De terror foi o primeiro ímpeto; mas, como sempre dispus de sangue-frio,
refleti logo que, a cavaleiro como estava, e podendo contar com boas azas, nada
tinha que recear. À vontade, então, e por largos instantes, contemplei o
monstro. Era um magnífico jaguaretê, cujas malhas, umas, cheias e negras,
formavam na cauda anéis e nas costas duas compridas linhas, outras, alternadas
de branco e preto e mais salteadas, sarapintavam o pelo fulvo, que a cada
instante elétrica corrente crispava de um extremo a outro. Distraiu-me, porém,
daquela vista, que tinha o seu tanto de aterrador, o cochicho animado dos dois
sanhaçus a que me referi em princípio, e que, pouco adiante de mim, no mesmo
plano, conversavam bastante alto, comunicando-se as reciprocas impressões.
— Que lhe parece o bicho? perguntou-me um deles com o
desembaraço próprio daquela espécie.
— Assim de longe... bonito. De perto, outro havia de ser o
meu pensar.
— Bem respondido! É boa!
E com umas risadinhas de aprovação, foram-se chegando para mim e procedendo a
sumaria apresentação:
—_ Minha companheira, disse-me o mais cheio de corpo com um
pio carinhoso e uma olhadela de atoleimada ternura.
— Meu marido, arrulou a outra abemolando afetadamente a voz.
Cumprimentei-os.
— Muito gosto em conhecê-los.
—_ Somos casados de fresco, prosseguiu o primeiro com
volubilidade. Há quatro meses éramos estranhos um ao outro... quando encontrei
a senhora na margem esquerda do Paranaíba...

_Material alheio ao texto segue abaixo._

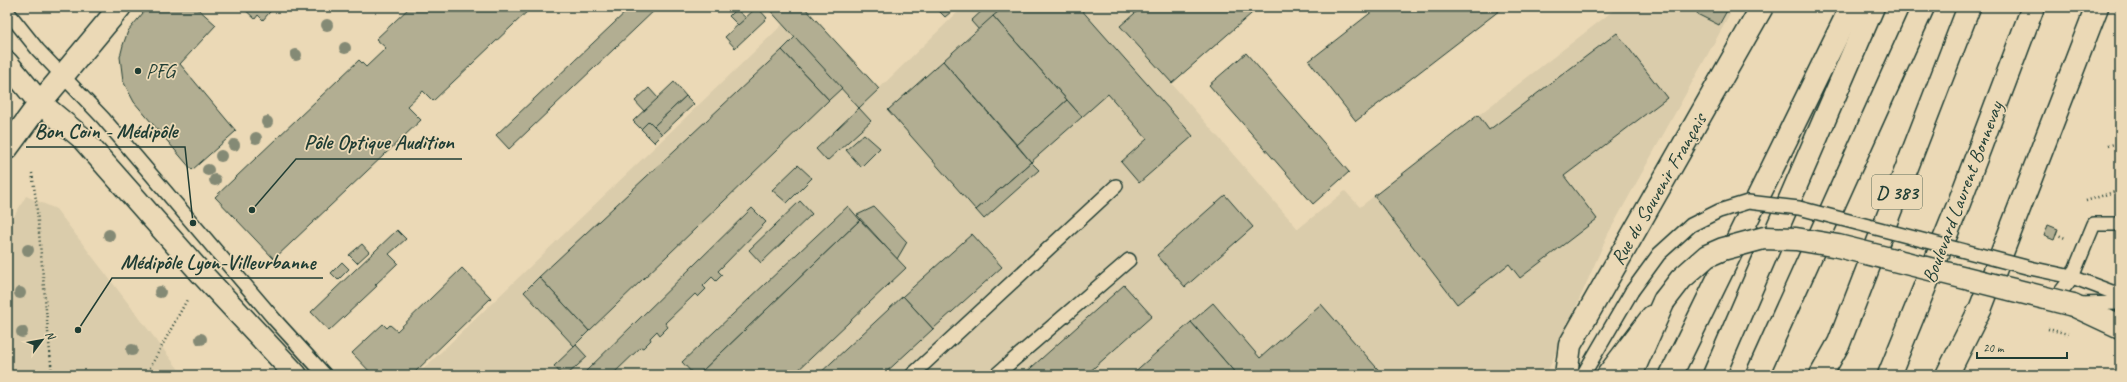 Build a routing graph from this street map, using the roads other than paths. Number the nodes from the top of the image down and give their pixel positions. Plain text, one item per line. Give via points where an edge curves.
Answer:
1 (120, 7) edge
2 (1762, 7) edge
3 (1851, 7) edge
4 (1873, 7) edge
5 (1922, 7) edge
6 (1969, 7) edge
7 (2033, 7) edge
8 (2097, 7) edge
9 (7, 11) edge
10 (7, 63) edge
11 (62, 76) junction
12 (40, 103) junction
13 (7, 148) edge
14 (1116, 186) dead end
15 (2120, 224) edge
16 (1129, 260) dead end
17 (2072, 277) junction
18 (2120, 295) edge
19 (1664, 301) junction
20 (2120, 302) edge
21 (2064, 303) junction
22 (2120, 327) edge
23 (296, 375) edge
24 (326, 375) edge
25 (912, 375) edge
26 (996, 375) edge
27 (1566, 375) edge
28 (1583, 375) edge
29 (1608, 375) edge
30 (1631, 375) edge
31 (1671, 375) edge
32 (1714, 375) edge
33 (1757, 375) edge
34 (1821, 375) edge
35 (1889, 375) edge
36 (1947, 375) edge

1 - 11 main road
2 - 27 main road, Rue du Souvenir Français via 1570,345
3 - 31 main road
4 - 32 main road
5 - 33 main road
6 - 34 main road, D 383 via 1839,343
7 - 35 main road, Boulevard Laurent Bonnevay via 1959,203
8 - 36 main road via 1981,307
9 - 11 lane
10 - 12 main road
11 - 12 main road
11 - 24 lane via 106,122 275,320
12 - 13 main road
12 - 23 main road via 81,136 201,273
14 - 25 lane
15 - 17 lane via 2094,224
16 - 26 lane
17 - 18 lane
17 - 21 lane
17 - 28 lane, bridge via 1799,208 1748,202 1719,211 1691,225 1659,254 1632,291
19 - 21 main road, bridge via 1681,279 1707,256 1764,238 1796,239 1838,246
19 - 29 main road
19 - 30 main road
20 - 21 lane
21 - 22 main road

— Direita, amorzinho, emendou a fêmea.
— Esquerda, meu anjo.
— Ora, bembém, direita... não me contraries... por
contrariar.
— Não tenho tal intenção... só peço que te lembres...
Ah! meus pais! choramingou a sanhaçu arrepiando logo as
penas com uns esgares de fundo sofrimento moral, ainda há tão pouco que vos
deixei!
Hão de concordar que esta cena era inconveniente na presença
de um indiferente como eu, e com uma onça de observação, meio sobrado abaixo.
— Direita ou esquerda, intervim, não vem nada ao caso.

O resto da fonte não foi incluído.